What to do >>
Every line below that contains the word "Залізнична" must be copied.

━━━

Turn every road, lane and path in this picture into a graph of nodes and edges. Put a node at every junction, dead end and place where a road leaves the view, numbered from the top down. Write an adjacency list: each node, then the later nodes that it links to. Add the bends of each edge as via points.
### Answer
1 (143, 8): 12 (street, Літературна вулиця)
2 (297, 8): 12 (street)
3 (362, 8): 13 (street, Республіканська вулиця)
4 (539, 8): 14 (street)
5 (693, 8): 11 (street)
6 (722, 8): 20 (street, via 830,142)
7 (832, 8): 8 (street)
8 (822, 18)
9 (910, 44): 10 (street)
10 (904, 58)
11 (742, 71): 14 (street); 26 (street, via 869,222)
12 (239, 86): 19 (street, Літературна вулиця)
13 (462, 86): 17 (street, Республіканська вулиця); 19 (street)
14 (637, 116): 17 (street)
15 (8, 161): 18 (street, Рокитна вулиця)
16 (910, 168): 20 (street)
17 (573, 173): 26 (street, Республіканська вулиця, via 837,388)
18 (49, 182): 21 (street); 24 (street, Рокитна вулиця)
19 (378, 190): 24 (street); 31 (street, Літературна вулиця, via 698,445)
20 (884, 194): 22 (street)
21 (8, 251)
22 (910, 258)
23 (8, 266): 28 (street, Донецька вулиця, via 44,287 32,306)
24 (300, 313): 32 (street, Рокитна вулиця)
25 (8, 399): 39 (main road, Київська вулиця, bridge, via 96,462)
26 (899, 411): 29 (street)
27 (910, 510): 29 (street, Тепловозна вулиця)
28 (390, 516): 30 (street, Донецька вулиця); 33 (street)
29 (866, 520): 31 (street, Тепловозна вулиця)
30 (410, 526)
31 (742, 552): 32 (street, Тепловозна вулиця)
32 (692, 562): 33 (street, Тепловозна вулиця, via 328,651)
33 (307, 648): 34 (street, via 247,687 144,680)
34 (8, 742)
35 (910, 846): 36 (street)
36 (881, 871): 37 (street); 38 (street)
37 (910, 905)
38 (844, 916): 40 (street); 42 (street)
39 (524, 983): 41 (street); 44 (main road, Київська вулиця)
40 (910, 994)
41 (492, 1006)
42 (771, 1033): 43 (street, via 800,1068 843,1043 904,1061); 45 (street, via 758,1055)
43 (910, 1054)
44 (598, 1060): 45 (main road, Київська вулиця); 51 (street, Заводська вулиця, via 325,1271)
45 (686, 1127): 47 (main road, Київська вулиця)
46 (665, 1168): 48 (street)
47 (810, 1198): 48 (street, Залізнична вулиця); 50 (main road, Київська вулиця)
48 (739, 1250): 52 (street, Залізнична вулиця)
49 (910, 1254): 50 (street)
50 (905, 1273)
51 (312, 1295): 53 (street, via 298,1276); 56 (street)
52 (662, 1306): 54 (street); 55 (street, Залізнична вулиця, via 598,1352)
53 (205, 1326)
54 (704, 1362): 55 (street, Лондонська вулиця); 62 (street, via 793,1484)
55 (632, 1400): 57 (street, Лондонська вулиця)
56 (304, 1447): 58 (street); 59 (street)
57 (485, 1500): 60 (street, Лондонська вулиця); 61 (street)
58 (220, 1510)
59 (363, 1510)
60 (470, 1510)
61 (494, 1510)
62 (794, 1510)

━━━

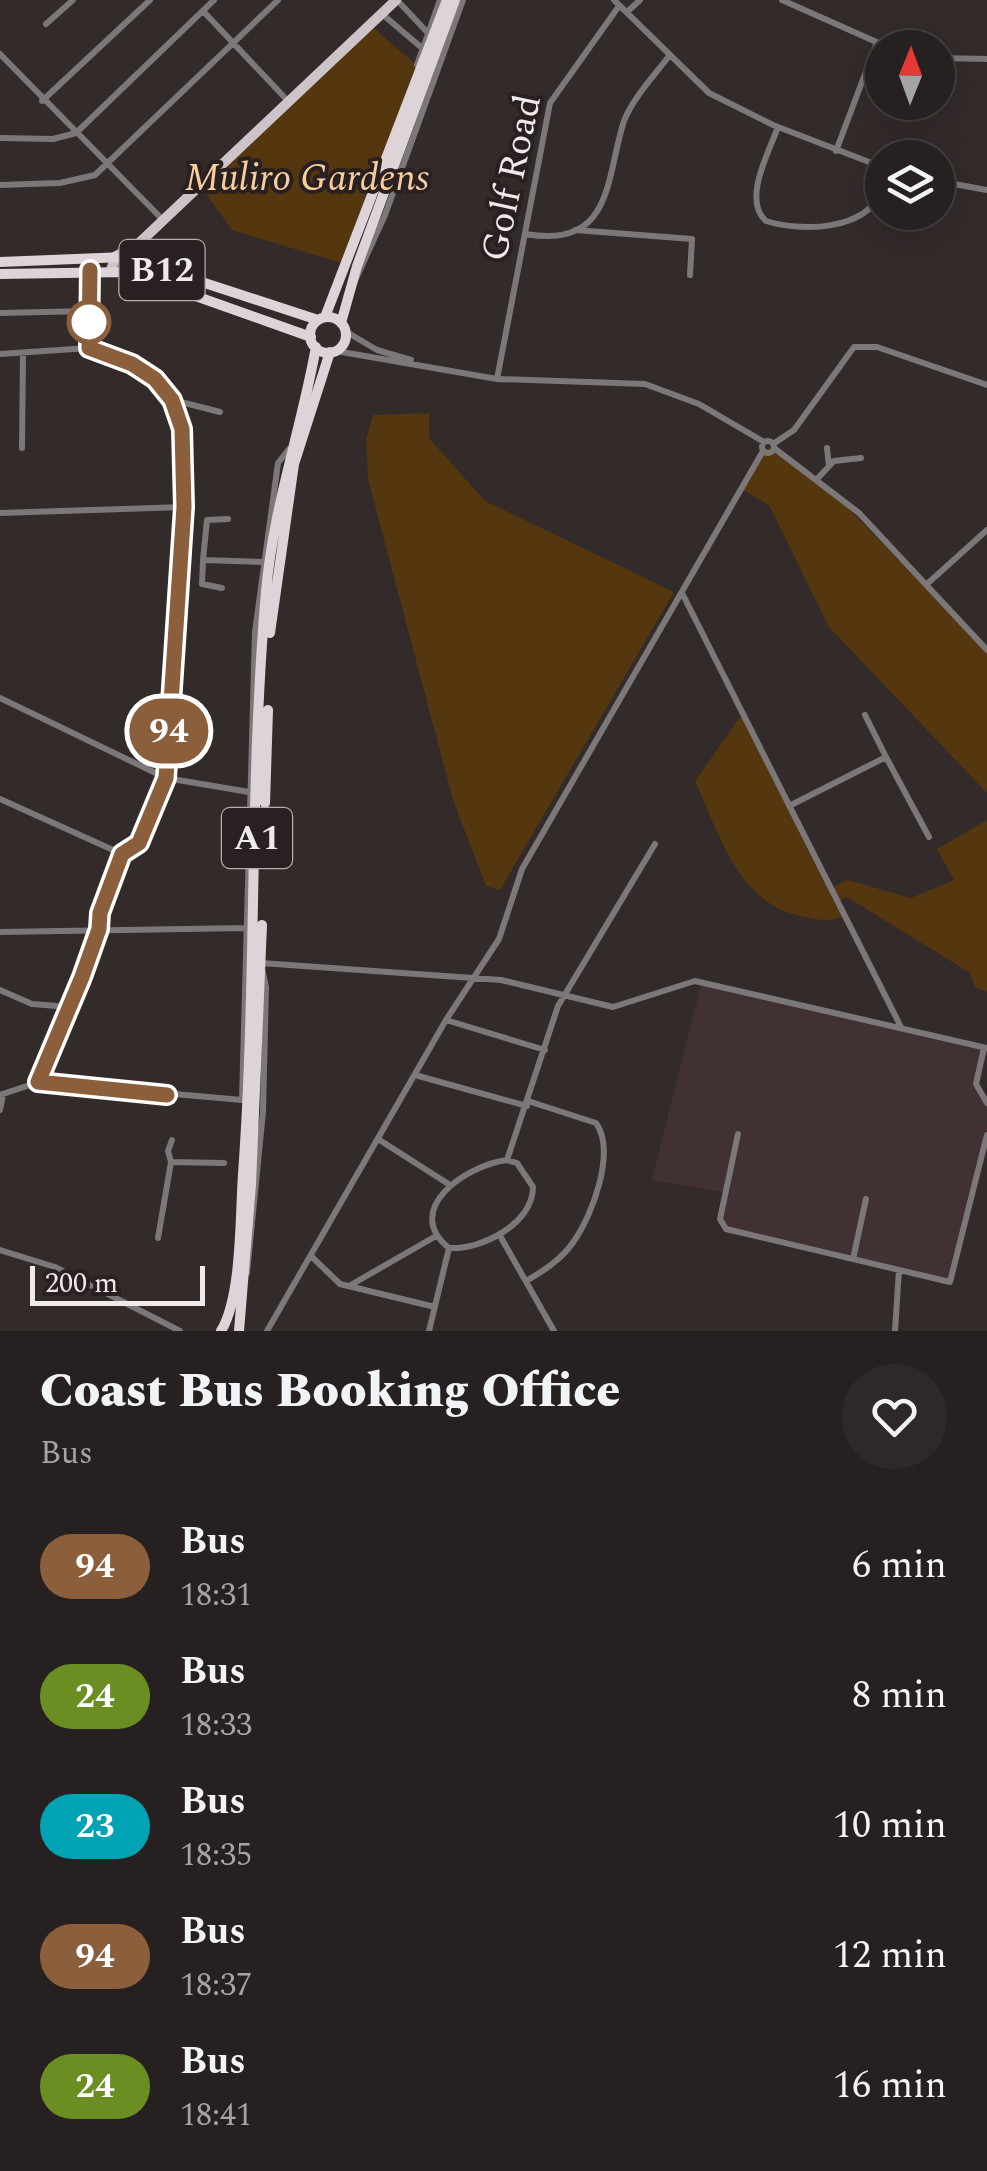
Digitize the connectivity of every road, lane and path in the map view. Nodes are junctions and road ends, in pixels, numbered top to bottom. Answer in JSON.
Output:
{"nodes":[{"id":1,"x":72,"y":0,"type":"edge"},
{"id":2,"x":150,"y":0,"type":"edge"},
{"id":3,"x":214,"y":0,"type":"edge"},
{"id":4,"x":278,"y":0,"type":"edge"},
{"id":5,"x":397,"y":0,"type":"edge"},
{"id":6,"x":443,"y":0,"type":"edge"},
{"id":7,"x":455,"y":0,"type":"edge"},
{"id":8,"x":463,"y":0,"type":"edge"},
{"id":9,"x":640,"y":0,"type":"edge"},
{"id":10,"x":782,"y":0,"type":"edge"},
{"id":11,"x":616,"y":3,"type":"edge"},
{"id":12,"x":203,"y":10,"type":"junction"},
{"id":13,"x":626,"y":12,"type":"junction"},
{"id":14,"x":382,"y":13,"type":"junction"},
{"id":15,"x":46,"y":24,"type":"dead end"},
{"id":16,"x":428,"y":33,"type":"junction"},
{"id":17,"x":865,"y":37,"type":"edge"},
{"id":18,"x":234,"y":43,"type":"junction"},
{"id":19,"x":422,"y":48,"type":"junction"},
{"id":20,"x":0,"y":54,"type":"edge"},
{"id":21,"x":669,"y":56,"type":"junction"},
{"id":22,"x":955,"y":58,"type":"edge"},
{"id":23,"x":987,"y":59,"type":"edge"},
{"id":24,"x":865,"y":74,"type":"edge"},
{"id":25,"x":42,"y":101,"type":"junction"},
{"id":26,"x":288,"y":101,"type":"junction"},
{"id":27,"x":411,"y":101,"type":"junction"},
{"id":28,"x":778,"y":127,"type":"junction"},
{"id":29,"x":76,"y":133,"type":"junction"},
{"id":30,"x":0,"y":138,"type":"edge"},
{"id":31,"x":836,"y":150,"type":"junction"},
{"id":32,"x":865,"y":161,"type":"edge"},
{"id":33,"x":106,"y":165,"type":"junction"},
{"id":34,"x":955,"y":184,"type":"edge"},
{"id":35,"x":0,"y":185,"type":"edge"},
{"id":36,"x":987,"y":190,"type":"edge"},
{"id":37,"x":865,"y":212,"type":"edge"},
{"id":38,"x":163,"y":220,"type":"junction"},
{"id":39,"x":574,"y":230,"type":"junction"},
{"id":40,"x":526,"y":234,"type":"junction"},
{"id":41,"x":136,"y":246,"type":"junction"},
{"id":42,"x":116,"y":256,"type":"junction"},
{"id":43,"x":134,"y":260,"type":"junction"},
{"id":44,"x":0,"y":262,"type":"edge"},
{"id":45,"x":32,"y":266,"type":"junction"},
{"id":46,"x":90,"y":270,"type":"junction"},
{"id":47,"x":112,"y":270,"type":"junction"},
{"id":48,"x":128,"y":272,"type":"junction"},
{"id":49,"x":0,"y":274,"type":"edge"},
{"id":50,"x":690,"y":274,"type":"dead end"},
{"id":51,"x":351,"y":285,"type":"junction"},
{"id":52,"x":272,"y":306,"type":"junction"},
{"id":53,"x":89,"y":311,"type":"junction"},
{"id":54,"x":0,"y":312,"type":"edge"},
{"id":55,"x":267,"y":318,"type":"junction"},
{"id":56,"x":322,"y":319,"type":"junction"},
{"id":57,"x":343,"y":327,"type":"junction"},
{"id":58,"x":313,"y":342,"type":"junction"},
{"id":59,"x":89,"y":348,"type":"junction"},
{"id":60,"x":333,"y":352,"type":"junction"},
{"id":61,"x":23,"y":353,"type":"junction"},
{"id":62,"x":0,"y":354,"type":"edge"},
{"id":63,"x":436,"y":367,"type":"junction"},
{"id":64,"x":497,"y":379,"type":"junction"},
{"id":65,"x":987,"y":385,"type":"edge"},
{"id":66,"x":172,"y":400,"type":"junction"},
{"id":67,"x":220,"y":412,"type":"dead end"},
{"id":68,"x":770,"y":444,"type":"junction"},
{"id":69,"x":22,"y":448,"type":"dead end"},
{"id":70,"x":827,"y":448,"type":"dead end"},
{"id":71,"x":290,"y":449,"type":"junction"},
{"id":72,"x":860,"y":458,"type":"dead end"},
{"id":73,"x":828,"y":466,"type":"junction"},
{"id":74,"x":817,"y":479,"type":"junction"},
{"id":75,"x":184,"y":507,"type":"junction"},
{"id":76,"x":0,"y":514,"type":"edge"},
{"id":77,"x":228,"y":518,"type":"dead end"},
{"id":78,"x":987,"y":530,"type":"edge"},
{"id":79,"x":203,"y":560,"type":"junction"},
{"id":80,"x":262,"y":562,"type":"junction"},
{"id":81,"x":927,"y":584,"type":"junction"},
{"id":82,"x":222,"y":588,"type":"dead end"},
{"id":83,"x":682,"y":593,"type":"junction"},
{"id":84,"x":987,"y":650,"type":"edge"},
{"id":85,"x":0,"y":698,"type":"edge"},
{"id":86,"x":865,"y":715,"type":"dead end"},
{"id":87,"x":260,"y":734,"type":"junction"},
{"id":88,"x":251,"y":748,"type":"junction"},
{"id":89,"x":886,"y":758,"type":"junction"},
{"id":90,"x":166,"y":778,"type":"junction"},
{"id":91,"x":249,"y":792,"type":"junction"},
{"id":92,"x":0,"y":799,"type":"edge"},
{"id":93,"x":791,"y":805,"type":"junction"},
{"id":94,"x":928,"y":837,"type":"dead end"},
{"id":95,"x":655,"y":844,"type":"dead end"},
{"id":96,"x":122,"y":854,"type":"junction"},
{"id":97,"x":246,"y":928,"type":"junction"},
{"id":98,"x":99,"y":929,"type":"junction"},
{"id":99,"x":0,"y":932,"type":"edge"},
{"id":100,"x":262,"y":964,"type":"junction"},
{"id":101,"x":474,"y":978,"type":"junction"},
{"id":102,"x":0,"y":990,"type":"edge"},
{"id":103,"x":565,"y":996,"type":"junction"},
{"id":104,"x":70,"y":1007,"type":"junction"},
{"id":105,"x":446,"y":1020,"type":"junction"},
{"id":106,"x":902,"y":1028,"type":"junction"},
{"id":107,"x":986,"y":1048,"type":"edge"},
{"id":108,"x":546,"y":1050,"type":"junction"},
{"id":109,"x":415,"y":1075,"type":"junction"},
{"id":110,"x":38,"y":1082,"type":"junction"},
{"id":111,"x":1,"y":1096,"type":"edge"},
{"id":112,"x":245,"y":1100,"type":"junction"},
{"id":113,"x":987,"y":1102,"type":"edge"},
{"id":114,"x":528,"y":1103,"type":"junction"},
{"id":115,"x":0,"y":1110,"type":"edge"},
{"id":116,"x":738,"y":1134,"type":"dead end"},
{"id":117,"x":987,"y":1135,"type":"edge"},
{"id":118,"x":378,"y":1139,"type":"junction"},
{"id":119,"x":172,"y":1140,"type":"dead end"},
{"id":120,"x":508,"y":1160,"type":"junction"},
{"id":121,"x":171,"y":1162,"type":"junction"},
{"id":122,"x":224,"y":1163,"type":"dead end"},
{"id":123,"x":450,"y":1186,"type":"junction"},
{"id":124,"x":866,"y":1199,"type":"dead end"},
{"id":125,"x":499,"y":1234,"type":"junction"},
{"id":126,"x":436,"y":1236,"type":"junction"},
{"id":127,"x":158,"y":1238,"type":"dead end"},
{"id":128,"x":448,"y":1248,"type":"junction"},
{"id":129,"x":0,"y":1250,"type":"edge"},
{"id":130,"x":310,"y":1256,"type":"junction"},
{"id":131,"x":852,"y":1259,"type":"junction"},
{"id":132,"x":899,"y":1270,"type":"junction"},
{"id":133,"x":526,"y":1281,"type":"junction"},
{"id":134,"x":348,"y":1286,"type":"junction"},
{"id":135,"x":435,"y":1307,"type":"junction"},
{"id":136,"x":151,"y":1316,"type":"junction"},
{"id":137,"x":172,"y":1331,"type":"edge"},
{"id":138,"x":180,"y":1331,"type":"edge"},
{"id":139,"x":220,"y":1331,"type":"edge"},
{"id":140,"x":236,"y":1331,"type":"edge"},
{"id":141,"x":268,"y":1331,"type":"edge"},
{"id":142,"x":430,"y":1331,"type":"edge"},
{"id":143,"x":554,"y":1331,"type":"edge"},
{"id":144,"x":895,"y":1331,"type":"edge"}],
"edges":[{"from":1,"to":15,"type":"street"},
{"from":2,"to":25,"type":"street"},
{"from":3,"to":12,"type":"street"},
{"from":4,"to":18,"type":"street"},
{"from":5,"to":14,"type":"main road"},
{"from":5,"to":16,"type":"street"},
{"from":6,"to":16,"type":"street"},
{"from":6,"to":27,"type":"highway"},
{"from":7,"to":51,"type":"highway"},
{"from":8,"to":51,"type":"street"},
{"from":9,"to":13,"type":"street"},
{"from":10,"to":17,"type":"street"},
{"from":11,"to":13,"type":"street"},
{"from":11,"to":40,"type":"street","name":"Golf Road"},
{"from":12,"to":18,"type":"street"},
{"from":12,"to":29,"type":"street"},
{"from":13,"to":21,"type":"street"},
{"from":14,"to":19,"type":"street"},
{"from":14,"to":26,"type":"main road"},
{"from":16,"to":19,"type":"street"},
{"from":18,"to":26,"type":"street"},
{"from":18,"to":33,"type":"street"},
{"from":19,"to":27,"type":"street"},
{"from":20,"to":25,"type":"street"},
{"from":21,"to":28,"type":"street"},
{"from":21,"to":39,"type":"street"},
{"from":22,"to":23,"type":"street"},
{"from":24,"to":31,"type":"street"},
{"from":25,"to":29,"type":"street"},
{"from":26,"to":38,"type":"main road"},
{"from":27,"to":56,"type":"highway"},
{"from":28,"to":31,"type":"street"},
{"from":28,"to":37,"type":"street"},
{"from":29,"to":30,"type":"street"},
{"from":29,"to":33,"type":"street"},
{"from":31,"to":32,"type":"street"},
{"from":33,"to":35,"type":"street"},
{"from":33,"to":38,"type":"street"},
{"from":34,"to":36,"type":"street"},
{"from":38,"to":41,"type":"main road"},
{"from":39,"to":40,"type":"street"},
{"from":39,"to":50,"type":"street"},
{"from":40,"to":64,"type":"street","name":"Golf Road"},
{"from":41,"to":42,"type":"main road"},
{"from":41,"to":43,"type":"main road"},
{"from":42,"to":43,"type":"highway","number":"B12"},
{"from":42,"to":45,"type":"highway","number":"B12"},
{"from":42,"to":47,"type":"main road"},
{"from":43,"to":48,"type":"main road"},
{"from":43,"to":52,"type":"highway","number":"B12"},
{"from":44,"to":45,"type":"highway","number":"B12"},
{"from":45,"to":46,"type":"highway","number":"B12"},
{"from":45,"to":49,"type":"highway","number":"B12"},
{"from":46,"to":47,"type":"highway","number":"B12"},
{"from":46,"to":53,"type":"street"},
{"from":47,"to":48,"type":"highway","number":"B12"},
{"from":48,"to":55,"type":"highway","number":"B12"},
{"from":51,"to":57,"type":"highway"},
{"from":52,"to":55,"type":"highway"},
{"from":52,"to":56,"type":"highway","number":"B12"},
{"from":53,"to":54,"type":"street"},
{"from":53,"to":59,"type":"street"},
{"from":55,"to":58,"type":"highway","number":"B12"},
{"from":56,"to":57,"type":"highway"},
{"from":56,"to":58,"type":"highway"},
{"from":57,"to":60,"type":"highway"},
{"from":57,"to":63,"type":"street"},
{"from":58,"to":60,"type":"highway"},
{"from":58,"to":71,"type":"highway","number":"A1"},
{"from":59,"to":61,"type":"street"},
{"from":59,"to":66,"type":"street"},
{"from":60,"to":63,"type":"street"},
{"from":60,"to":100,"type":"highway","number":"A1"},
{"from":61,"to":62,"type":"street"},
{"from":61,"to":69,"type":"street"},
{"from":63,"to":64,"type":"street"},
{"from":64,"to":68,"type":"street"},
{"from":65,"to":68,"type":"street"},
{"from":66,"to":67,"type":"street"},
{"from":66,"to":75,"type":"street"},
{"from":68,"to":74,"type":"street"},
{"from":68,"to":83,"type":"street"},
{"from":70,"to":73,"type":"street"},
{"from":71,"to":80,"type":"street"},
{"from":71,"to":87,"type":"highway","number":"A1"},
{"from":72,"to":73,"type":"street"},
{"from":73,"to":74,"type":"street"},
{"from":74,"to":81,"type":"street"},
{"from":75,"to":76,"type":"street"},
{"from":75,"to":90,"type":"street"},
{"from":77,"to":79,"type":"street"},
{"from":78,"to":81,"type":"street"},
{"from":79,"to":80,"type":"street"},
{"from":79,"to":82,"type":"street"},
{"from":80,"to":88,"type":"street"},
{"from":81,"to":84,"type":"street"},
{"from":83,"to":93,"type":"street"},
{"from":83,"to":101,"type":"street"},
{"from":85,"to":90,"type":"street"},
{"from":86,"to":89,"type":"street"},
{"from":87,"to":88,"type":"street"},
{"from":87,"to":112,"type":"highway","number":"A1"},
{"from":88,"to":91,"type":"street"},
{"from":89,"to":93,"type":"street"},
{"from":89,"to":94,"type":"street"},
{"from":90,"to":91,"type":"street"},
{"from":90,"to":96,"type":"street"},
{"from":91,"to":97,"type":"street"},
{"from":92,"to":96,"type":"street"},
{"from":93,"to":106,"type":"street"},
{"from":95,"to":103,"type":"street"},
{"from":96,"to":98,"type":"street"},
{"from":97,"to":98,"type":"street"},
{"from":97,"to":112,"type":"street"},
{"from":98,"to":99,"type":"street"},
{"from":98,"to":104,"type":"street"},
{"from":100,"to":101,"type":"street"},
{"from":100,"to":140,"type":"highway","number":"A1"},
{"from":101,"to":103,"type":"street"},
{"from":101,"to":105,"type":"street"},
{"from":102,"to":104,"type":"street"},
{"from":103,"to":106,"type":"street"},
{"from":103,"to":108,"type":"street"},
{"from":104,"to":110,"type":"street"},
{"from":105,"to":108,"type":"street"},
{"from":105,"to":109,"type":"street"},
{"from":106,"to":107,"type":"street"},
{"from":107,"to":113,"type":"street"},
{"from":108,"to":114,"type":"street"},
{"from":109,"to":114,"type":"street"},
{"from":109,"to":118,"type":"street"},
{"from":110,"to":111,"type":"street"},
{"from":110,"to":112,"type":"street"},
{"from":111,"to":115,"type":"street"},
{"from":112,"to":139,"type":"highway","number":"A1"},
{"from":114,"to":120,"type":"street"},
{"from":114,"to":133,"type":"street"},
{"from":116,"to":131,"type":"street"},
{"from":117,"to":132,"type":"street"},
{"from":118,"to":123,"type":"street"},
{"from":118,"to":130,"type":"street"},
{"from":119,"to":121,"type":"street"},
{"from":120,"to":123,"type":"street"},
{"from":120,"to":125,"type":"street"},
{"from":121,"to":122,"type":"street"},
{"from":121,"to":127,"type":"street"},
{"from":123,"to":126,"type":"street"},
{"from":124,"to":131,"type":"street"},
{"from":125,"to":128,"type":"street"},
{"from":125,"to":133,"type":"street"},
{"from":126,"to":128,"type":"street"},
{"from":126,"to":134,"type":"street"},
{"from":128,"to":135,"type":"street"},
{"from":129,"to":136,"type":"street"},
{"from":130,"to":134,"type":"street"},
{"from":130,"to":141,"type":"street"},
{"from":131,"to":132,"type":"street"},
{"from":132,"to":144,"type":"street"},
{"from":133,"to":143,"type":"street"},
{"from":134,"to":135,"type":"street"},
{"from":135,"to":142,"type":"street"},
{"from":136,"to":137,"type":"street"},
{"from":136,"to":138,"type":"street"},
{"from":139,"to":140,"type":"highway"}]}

━━━

Result for this exercise >>
47 (810, 1198): 48 (street, Залізнична вулиця); 50 (main road, Київська вулиця)
48 (739, 1250): 52 (street, Залізнична вулиця)
52 (662, 1306): 54 (street); 55 (street, Залізнична вулиця, via 598,1352)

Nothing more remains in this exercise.